2006-08-24 Thread Matthew Ahrens
On Thu, Aug 24, 2006 at 07:07:45AM -0700, Joe Little wrote:
> We finally flipped the switch on one of our ZFS-based servers, with
> approximately 1TB of 2.8TB (3 stripes of 950MB or so, each of which is
> a RAID5 volume on the adaptec card). We have snapshots every 4 hours
> for the first few days. If you add up the snapshot references it
> appears somewhat high versus daily use (mostly mail boxes, spam, etc
> changing), but say an aggregate of no more than 400+MB a day.
> 
> However, zfs list shows our daily pool as a whole, and per day we are
> growing by .01TB, or more specifically 80GB a day. That's a far cry
> different than the 400MB we can account for. Is it possible that
> metadata/ditto blocks, or the like is trully growing that rapidly. By
> our calculations, we will triple our disk space (sitting still) in 6
> months and use up the remaining 1.7TB. Of course, this is only with
> 2-3 days of churn, but its an alarming rate where before on the NetApp
> we didn't see anything close to this rate.

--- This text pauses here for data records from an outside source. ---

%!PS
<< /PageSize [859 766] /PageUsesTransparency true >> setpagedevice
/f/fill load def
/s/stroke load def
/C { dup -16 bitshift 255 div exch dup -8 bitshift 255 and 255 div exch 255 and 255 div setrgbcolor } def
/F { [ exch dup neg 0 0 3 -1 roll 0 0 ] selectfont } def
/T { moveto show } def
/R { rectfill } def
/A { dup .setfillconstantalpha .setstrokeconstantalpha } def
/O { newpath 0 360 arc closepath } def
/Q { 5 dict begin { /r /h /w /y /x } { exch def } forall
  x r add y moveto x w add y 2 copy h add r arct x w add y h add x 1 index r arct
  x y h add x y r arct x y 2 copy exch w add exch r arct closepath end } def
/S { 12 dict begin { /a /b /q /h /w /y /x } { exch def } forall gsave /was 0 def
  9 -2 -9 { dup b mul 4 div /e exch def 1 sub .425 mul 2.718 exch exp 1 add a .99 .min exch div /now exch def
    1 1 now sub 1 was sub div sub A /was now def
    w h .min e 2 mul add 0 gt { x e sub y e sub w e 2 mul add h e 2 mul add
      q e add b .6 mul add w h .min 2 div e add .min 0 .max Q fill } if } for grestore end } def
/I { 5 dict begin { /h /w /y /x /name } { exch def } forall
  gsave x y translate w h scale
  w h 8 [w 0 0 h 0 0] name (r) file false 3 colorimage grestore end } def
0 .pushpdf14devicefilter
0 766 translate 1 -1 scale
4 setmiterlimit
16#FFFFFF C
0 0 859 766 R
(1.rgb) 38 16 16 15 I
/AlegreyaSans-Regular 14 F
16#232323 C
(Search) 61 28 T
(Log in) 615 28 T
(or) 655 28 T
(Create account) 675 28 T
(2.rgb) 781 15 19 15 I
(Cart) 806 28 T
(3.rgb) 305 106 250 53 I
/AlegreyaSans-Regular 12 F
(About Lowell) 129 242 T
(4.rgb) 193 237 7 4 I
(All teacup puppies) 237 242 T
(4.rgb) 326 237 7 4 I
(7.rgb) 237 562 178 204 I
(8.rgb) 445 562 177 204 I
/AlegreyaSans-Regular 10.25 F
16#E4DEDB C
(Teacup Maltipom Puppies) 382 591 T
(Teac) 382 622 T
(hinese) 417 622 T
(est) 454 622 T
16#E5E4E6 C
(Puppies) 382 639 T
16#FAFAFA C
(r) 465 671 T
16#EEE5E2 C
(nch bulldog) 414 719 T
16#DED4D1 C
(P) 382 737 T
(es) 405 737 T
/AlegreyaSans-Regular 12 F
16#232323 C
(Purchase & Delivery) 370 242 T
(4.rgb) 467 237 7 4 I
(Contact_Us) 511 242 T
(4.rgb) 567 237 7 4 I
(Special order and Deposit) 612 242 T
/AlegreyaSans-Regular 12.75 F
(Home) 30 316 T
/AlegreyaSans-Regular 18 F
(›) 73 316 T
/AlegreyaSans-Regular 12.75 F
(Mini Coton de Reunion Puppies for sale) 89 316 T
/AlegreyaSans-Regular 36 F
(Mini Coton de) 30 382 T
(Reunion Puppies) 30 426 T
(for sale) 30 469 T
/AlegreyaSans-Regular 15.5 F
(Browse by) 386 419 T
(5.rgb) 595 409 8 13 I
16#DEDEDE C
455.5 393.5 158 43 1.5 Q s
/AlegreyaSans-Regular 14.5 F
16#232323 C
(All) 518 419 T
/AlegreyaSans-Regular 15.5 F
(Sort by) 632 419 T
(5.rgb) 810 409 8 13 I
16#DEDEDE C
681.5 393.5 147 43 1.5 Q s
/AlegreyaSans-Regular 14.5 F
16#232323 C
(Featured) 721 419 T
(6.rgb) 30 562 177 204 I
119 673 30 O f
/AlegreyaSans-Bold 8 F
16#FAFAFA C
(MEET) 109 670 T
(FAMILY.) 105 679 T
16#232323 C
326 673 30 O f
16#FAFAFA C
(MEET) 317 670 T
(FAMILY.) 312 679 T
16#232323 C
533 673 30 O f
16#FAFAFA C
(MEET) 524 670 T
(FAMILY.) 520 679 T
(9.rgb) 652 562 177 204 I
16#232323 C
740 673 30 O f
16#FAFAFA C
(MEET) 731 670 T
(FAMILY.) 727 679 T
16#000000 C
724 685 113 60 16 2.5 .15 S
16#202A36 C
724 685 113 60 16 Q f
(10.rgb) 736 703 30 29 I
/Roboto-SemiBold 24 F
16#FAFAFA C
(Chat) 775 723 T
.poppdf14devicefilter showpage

How are you calculating this 400MB/day figure?  Keep in mind that space
"used" by each snapshot is the amount of space unique to that snapshot.
Adding up the space "used" by all your snapshots is *not* the amount of
space that they are all taking up cumulatively.  For leaf filesystems
(those with no descendents), you can calculate the space used by
all snapshots as (fs's "used" - fs's "referenced").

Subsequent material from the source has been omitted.